Problem to work on>
From the entries below, extract every line that includes the word "北湖南路".

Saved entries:
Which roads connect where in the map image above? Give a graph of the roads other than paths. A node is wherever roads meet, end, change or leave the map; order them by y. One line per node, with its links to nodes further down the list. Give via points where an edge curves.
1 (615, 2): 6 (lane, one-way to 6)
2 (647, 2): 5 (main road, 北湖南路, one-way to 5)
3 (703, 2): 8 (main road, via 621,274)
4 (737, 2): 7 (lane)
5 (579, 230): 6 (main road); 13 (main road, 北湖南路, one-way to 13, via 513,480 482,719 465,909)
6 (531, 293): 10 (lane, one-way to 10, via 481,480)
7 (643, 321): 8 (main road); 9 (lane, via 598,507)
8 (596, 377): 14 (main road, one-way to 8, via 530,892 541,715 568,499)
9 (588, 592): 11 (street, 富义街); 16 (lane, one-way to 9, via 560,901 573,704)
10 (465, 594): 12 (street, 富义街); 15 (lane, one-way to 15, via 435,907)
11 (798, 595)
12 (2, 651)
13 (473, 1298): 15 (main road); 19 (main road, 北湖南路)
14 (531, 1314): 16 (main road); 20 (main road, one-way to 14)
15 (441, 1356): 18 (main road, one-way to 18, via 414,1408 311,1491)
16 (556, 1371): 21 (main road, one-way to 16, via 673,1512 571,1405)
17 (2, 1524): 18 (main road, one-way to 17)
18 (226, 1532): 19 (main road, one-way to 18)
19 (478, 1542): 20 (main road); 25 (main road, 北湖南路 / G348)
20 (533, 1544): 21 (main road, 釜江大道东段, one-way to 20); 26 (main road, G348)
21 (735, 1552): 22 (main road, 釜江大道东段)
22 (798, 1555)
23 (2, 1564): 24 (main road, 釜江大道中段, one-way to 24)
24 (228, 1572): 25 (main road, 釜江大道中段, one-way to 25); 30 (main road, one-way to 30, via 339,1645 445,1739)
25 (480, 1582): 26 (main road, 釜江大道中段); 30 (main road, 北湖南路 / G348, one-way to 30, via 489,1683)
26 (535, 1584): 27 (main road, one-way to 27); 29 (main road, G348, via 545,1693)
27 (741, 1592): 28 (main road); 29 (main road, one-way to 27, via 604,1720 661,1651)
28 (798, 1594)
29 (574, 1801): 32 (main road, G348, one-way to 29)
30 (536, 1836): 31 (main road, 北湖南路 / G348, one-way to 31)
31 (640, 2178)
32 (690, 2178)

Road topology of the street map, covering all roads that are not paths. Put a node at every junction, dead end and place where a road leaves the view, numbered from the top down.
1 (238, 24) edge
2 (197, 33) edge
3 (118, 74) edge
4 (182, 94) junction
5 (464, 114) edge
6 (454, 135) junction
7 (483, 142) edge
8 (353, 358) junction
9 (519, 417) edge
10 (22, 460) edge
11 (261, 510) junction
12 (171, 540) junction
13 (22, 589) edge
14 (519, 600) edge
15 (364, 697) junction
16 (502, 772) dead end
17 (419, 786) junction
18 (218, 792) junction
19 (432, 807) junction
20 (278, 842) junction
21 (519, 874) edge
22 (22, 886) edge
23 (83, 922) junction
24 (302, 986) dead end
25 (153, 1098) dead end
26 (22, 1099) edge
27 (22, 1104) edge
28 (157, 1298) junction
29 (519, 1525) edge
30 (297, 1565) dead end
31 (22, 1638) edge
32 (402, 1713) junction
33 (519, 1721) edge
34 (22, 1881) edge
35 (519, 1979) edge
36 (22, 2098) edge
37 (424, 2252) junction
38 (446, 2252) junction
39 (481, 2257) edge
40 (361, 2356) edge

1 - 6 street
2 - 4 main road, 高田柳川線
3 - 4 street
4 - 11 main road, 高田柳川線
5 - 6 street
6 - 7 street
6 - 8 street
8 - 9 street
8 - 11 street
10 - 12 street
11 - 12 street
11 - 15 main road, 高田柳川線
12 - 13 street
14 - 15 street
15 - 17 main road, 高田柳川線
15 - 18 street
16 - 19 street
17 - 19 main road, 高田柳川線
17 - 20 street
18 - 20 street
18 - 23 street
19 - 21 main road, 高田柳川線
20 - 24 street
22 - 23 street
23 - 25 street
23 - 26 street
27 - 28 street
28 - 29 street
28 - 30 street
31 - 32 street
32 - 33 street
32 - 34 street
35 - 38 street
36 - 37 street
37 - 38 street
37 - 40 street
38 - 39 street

Answer below>
2 (647, 2): 5 (main road, 北湖南路, one-way to 5)
5 (579, 230): 6 (main road); 13 (main road, 北湖南路, one-way to 13, via 513,480 482,719 465,909)
13 (473, 1298): 15 (main road); 19 (main road, 北湖南路)
19 (478, 1542): 20 (main road); 25 (main road, 北湖南路 / G348)
25 (480, 1582): 26 (main road, 釜江大道中段); 30 (main road, 北湖南路 / G348, one-way to 30, via 489,1683)
30 (536, 1836): 31 (main road, 北湖南路 / G348, one-way to 31)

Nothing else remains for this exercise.